Тетя Катя прожила с нами меньше года, но странное влияние оказала она на нас. Непонятно и то, что влияние это продолжалось всего сильнее после ее отъезда и даже теперь, когда она, вероятно, давно уже умерла. Она явилась из чужого, далекого, грустного мира, где был какой-то таинственный дедушка с седой некрасивой бородой и опущенным левым веком; где когда-то готовили другие блюда, была другая, уже исчезнувшая мебель; где мама наша была девочкой и где та тетрадка в темно-зеленом кожаном переплете, куда перед стиркой записывается белье, называлась "Poesie" и заключала в себе альбомные стихи.

Однажды утром принесли два письма; мать сидела на стуле, покойно прочла первое, но, когда вскрыла синий конверт второго, опрокинулась назад на спину вместе со стулом, совершенно так, как я иногда мечтал сделать это в виде акробатического фокуса.

Она ударилась затылком, запахло туалетным уксусом, и почувствовалось кислое внизу в щеках, где сходятся челюсти. Это умер дедушка -- таинственный человек, который мог приказывать матери в далеком чужом мире, где она была девушкой, который существовал только на старой фотографии с некрасивой седой бородой, с опущенным на глаз левым веком и в широком сюртуке, каких теперь не носят.

Мать не вставала до вечера; весь день был кривой, сломанный, кислый... Тонкий синий конверт с надорванной узкой полосой бумаги, слегка свернувшейся кольцом, лежал на полу у пустого стула несколько часов. Оля деловито подобрала его и спрятала. Женщины всегда чувствуют себя ближе к мертвецам, чем мужчины.

Через неделю приехала тетя Катя -- младшая сестра матери. Это была красивая, рослая, сильная девушка. Двенадцать лет назад в том же чужом городе жила мать. Теперь, когда дедушка умер, тетя Катя осталась одна... Впервые с ее приездом я стал думать о том, что мать не всегда была взрослой. Как у меня теперь, так у нее прежде, очень давно, было свое детство.

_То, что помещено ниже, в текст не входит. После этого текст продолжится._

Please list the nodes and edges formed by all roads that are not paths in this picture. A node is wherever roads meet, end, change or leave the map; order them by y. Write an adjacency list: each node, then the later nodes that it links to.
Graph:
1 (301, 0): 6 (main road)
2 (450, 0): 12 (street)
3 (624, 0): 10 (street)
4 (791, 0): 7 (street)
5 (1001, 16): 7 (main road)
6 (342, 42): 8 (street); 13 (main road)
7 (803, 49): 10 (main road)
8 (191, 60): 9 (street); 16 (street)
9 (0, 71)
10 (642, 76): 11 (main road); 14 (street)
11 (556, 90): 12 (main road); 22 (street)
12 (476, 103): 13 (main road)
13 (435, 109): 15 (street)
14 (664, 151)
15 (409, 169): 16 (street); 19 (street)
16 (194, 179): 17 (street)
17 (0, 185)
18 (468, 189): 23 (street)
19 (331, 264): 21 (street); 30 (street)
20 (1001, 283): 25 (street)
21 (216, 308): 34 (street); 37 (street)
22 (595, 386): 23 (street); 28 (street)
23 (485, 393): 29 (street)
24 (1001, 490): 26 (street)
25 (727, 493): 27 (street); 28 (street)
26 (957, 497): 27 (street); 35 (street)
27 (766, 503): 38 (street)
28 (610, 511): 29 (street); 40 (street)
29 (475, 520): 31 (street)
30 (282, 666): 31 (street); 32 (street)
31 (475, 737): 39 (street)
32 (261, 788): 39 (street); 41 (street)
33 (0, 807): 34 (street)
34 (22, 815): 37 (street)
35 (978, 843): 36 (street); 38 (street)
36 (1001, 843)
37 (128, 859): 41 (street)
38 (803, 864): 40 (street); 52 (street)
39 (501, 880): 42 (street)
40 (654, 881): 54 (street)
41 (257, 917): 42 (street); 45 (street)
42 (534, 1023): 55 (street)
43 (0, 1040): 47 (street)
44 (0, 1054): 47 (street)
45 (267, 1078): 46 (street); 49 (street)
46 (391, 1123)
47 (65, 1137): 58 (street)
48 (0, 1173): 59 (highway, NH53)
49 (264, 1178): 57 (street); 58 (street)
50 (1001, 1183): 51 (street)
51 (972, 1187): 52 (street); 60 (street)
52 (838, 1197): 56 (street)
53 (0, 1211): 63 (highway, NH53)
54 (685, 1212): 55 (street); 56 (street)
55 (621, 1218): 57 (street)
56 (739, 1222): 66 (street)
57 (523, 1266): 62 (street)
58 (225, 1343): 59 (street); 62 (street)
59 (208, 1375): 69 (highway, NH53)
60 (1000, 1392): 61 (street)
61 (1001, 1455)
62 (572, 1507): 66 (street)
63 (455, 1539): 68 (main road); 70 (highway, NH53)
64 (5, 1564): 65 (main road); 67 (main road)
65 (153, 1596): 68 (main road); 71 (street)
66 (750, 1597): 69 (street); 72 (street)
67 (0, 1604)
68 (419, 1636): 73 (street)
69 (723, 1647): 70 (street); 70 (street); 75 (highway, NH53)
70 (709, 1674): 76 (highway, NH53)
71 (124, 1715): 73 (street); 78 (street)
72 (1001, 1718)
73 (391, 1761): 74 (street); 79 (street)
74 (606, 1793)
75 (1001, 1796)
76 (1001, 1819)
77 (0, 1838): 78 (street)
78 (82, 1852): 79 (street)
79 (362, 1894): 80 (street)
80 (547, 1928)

Потому она меня и не любит: я украл ее детство, мы дети, вырвали ее оттуда, заставили носить длинные, скучные, темные платья, отобрали все радости, все игрушки, оторвали от дедушки -- ее отца, не давали бегать и смеяться -- она всегда должна только ходить, делать при посторонних театральные жесты, быть бедной, работать. Да, за это она не любит нас... молчит, но я теперь понимаю.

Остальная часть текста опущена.